**Assigned task**: A word-for-word transcription of the whole listing is required.

━━ Data provided

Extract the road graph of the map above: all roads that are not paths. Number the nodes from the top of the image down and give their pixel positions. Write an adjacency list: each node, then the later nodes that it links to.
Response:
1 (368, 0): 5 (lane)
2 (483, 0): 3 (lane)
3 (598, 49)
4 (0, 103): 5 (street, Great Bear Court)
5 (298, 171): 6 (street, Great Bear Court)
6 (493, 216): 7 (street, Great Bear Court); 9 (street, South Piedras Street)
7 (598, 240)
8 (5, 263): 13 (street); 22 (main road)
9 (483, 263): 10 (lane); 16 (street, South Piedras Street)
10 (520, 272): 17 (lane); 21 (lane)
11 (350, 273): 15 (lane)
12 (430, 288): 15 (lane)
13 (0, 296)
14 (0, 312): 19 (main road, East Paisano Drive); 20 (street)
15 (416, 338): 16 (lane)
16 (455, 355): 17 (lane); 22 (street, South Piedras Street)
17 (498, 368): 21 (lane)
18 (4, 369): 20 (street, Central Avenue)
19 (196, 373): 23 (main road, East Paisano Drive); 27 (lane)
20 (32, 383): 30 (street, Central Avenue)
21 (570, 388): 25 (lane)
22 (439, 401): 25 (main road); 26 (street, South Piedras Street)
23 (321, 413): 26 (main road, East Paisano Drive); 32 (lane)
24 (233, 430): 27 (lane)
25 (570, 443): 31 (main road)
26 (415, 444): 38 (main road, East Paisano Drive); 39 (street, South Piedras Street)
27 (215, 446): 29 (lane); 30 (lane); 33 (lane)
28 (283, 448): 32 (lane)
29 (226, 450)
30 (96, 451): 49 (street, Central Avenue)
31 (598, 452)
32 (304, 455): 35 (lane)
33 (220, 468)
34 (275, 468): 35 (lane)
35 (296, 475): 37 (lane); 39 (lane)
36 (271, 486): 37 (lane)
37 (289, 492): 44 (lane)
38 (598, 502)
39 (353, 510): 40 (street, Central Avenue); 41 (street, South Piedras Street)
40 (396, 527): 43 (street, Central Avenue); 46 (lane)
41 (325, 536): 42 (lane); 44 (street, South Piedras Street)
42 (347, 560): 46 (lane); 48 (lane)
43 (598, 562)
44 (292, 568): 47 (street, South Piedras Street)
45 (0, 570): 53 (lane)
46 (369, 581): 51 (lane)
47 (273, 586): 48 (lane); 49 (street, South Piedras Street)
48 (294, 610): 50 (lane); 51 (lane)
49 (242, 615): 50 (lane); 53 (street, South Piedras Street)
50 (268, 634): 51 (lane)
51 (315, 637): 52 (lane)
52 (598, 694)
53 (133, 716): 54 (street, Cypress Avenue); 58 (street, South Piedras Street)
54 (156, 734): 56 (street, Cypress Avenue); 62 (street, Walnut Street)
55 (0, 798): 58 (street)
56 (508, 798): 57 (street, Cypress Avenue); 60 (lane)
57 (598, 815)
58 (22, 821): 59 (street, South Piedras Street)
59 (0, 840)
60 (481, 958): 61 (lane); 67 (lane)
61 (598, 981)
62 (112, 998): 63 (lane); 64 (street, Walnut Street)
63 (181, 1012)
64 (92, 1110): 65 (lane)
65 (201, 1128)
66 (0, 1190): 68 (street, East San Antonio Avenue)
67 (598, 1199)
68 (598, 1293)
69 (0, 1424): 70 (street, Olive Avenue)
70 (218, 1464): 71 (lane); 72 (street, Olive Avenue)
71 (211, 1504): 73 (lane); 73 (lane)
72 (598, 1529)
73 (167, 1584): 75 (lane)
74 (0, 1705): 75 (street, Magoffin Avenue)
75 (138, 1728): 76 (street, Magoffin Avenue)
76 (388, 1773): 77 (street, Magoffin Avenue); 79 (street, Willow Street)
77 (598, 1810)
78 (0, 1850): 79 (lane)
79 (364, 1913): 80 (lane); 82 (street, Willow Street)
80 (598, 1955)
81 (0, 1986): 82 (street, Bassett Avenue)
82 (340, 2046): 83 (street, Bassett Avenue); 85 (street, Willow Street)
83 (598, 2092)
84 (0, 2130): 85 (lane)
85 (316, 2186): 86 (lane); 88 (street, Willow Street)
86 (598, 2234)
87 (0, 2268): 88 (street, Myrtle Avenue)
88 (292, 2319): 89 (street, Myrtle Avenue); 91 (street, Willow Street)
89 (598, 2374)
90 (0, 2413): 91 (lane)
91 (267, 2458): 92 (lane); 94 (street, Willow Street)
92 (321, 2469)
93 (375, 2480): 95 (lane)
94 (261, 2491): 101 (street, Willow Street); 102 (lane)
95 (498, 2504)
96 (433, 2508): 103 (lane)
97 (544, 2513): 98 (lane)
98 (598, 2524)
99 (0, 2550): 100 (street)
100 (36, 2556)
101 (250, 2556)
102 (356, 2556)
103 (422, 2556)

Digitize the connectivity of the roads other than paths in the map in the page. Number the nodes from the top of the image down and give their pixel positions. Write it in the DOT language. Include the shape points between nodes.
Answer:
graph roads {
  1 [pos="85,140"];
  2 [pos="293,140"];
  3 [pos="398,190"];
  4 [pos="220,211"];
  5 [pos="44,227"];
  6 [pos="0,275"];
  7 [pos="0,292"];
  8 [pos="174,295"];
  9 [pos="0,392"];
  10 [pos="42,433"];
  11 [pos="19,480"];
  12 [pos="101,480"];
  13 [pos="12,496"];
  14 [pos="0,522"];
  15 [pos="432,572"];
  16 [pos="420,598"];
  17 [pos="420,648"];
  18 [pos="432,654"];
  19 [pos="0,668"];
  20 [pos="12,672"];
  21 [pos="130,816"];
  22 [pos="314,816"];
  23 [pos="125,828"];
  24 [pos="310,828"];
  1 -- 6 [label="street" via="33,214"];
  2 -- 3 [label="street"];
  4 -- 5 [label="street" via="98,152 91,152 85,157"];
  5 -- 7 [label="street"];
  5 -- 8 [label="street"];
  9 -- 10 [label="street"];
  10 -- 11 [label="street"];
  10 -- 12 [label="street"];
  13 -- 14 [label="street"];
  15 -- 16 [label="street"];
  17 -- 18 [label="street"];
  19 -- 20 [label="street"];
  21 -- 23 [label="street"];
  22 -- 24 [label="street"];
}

━━━━

**Your solution**:
Extract the road graph of the map above: all roads that are not paths. Number the nodes from the top of the image down and give their pixel positions. Write an adjacency list: each node, then the later nodes that it links to.
Response:
1 (368, 0): 5 (lane)
2 (483, 0): 3 (lane)
3 (598, 49)
4 (0, 103): 5 (street, Great Bear Court)
5 (298, 171): 6 (street, Great Bear Court)
6 (493, 216): 7 (street, Great Bear Court); 9 (street, South Piedras Street)
7 (598, 240)
8 (5, 263): 13 (street); 22 (main road)
9 (483, 263): 10 (lane); 16 (street, South Piedras Street)
10 (520, 272): 17 (lane); 21 (lane)
11 (350, 273): 15 (lane)
12 (430, 288): 15 (lane)
13 (0, 296)
14 (0, 312): 19 (main road, East Paisano Drive); 20 (street)
15 (416, 338): 16 (lane)
16 (455, 355): 17 (lane); 22 (street, South Piedras Street)
17 (498, 368): 21 (lane)
18 (4, 369): 20 (street, Central Avenue)
19 (196, 373): 23 (main road, East Paisano Drive); 27 (lane)
20 (32, 383): 30 (street, Central Avenue)
21 (570, 388): 25 (lane)
22 (439, 401): 25 (main road); 26 (street, South Piedras Street)
23 (321, 413): 26 (main road, East Paisano Drive); 32 (lane)
24 (233, 430): 27 (lane)
25 (570, 443): 31 (main road)
26 (415, 444): 38 (main road, East Paisano Drive); 39 (street, South Piedras Street)
27 (215, 446): 29 (lane); 30 (lane); 33 (lane)
28 (283, 448): 32 (lane)
29 (226, 450)
30 (96, 451): 49 (street, Central Avenue)
31 (598, 452)
32 (304, 455): 35 (lane)
33 (220, 468)
34 (275, 468): 35 (lane)
35 (296, 475): 37 (lane); 39 (lane)
36 (271, 486): 37 (lane)
37 (289, 492): 44 (lane)
38 (598, 502)
39 (353, 510): 40 (street, Central Avenue); 41 (street, South Piedras Street)
40 (396, 527): 43 (street, Central Avenue); 46 (lane)
41 (325, 536): 42 (lane); 44 (street, South Piedras Street)
42 (347, 560): 46 (lane); 48 (lane)
43 (598, 562)
44 (292, 568): 47 (street, South Piedras Street)
45 (0, 570): 53 (lane)
46 (369, 581): 51 (lane)
47 (273, 586): 48 (lane); 49 (street, South Piedras Street)
48 (294, 610): 50 (lane); 51 (lane)
49 (242, 615): 50 (lane); 53 (street, South Piedras Street)
50 (268, 634): 51 (lane)
51 (315, 637): 52 (lane)
52 (598, 694)
53 (133, 716): 54 (street, Cypress Avenue); 58 (street, South Piedras Street)
54 (156, 734): 56 (street, Cypress Avenue); 62 (street, Walnut Street)
55 (0, 798): 58 (street)
56 (508, 798): 57 (street, Cypress Avenue); 60 (lane)
57 (598, 815)
58 (22, 821): 59 (street, South Piedras Street)
59 (0, 840)
60 (481, 958): 61 (lane); 67 (lane)
61 (598, 981)
62 (112, 998): 63 (lane); 64 (street, Walnut Street)
63 (181, 1012)
64 (92, 1110): 65 (lane)
65 (201, 1128)
66 (0, 1190): 68 (street, East San Antonio Avenue)
67 (598, 1199)
68 (598, 1293)
69 (0, 1424): 70 (street, Olive Avenue)
70 (218, 1464): 71 (lane); 72 (street, Olive Avenue)
71 (211, 1504): 73 (lane); 73 (lane)
72 (598, 1529)
73 (167, 1584): 75 (lane)
74 (0, 1705): 75 (street, Magoffin Avenue)
75 (138, 1728): 76 (street, Magoffin Avenue)
76 (388, 1773): 77 (street, Magoffin Avenue); 79 (street, Willow Street)
77 (598, 1810)
78 (0, 1850): 79 (lane)
79 (364, 1913): 80 (lane); 82 (street, Willow Street)
80 (598, 1955)
81 (0, 1986): 82 (street, Bassett Avenue)
82 (340, 2046): 83 (street, Bassett Avenue); 85 (street, Willow Street)
83 (598, 2092)
84 (0, 2130): 85 (lane)
85 (316, 2186): 86 (lane); 88 (street, Willow Street)
86 (598, 2234)
87 (0, 2268): 88 (street, Myrtle Avenue)
88 (292, 2319): 89 (street, Myrtle Avenue); 91 (street, Willow Street)
89 (598, 2374)
90 (0, 2413): 91 (lane)
91 (267, 2458): 92 (lane); 94 (street, Willow Street)
92 (321, 2469)
93 (375, 2480): 95 (lane)
94 (261, 2491): 101 (street, Willow Street); 102 (lane)
95 (498, 2504)
96 (433, 2508): 103 (lane)
97 (544, 2513): 98 (lane)
98 (598, 2524)
99 (0, 2550): 100 (street)
100 (36, 2556)
101 (250, 2556)
102 (356, 2556)
103 (422, 2556)

Digitize the connectivity of the roads other than paths in the map in the page. Number the nodes from the top of the image down and give their pixel positions. Write it in the DOT language. Include the shape points between nodes.
Answer:
graph roads {
  1 [pos="85,140"];
  2 [pos="293,140"];
  3 [pos="398,190"];
  4 [pos="220,211"];
  5 [pos="44,227"];
  6 [pos="0,275"];
  7 [pos="0,292"];
  8 [pos="174,295"];
  9 [pos="0,392"];
  10 [pos="42,433"];
  11 [pos="19,480"];
  12 [pos="101,480"];
  13 [pos="12,496"];
  14 [pos="0,522"];
  15 [pos="432,572"];
  16 [pos="420,598"];
  17 [pos="420,648"];
  18 [pos="432,654"];
  19 [pos="0,668"];
  20 [pos="12,672"];
  21 [pos="130,816"];
  22 [pos="314,816"];
  23 [pos="125,828"];
  24 [pos="310,828"];
  1 -- 6 [label="street" via="33,214"];
  2 -- 3 [label="street"];
  4 -- 5 [label="street" via="98,152 91,152 85,157"];
  5 -- 7 [label="street"];
  5 -- 8 [label="street"];
  9 -- 10 [label="street"];
  10 -- 11 [label="street"];
  10 -- 12 [label="street"];
  13 -- 14 [label="street"];
  15 -- 16 [label="street"];
  17 -- 18 [label="street"];
  19 -- 20 [label="street"];
  21 -- 23 [label="street"];
  22 -- 24 [label="street"];
}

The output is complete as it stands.